▶ _What the exercise asks_:
Retype the complete listing without any change.

┄┄┄┄┄┄┄┄┄┄┄┄┄┄┄┄┄┄┄┄

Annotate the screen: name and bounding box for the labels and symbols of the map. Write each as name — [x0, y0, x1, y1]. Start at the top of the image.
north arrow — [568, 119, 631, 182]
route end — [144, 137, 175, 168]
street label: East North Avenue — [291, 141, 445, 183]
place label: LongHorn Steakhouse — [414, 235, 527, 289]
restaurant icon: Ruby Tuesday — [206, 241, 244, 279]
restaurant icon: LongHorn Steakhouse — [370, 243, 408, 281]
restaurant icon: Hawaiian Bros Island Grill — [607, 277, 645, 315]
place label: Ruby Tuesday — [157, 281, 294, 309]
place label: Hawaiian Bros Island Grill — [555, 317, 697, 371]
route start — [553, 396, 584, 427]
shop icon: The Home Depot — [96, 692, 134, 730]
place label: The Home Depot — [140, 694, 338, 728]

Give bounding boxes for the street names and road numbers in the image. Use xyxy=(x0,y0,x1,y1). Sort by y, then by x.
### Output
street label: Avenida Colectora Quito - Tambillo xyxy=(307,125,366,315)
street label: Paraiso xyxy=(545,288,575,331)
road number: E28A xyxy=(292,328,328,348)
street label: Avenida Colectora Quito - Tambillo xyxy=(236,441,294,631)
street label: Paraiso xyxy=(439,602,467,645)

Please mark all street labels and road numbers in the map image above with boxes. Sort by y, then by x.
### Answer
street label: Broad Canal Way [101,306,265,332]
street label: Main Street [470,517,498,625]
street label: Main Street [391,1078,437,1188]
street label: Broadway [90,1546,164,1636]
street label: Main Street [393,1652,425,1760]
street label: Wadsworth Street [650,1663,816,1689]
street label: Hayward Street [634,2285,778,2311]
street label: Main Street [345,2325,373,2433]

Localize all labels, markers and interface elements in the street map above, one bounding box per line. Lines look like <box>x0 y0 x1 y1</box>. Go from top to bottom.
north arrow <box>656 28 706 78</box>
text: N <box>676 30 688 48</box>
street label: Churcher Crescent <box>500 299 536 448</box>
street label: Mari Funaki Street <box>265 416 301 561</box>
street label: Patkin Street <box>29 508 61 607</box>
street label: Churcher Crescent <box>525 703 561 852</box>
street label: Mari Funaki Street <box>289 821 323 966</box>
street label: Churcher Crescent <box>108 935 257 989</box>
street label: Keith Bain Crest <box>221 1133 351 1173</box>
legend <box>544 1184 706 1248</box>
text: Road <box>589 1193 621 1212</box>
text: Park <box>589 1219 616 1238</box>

┄┄┄┄┄┄┄┄┄┄┄┄┄┄┄┄┄┄┄┄

▶ _Answer area_:
Annotate the screen: name and bounding box for the labels and symbols of the map. Write each as name — [x0, y0, x1, y1]. Start at the top of the image.
north arrow — [568, 119, 631, 182]
route end — [144, 137, 175, 168]
street label: East North Avenue — [291, 141, 445, 183]
place label: LongHorn Steakhouse — [414, 235, 527, 289]
restaurant icon: Ruby Tuesday — [206, 241, 244, 279]
restaurant icon: LongHorn Steakhouse — [370, 243, 408, 281]
restaurant icon: Hawaiian Bros Island Grill — [607, 277, 645, 315]
place label: Ruby Tuesday — [157, 281, 294, 309]
place label: Hawaiian Bros Island Grill — [555, 317, 697, 371]
route start — [553, 396, 584, 427]
shop icon: The Home Depot — [96, 692, 134, 730]
place label: The Home Depot — [140, 694, 338, 728]

Give bounding boxes for the street names and road numbers in the image. Use xyxy=(x0,y0,x1,y1). Sort by y, then by x.
### Output
street label: Avenida Colectora Quito - Tambillo xyxy=(307,125,366,315)
street label: Paraiso xyxy=(545,288,575,331)
road number: E28A xyxy=(292,328,328,348)
street label: Avenida Colectora Quito - Tambillo xyxy=(236,441,294,631)
street label: Paraiso xyxy=(439,602,467,645)

Please mark all street labels and road numbers in the map image above with boxes. Sort by y, then by x.
### Answer
street label: Broad Canal Way [101,306,265,332]
street label: Main Street [470,517,498,625]
street label: Main Street [391,1078,437,1188]
street label: Broadway [90,1546,164,1636]
street label: Main Street [393,1652,425,1760]
street label: Wadsworth Street [650,1663,816,1689]
street label: Hayward Street [634,2285,778,2311]
street label: Main Street [345,2325,373,2433]

Localize all labels, markers and interface elements in the street map above, one bounding box per line. Lines look like <box>x0 y0 x1 y1</box>. Go from top to bottom.
north arrow <box>656 28 706 78</box>
text: N <box>676 30 688 48</box>
street label: Churcher Crescent <box>500 299 536 448</box>
street label: Mari Funaki Street <box>265 416 301 561</box>
street label: Patkin Street <box>29 508 61 607</box>
street label: Churcher Crescent <box>525 703 561 852</box>
street label: Mari Funaki Street <box>289 821 323 966</box>
street label: Churcher Crescent <box>108 935 257 989</box>
street label: Keith Bain Crest <box>221 1133 351 1173</box>
legend <box>544 1184 706 1248</box>
text: Road <box>589 1193 621 1212</box>
text: Park <box>589 1219 616 1238</box>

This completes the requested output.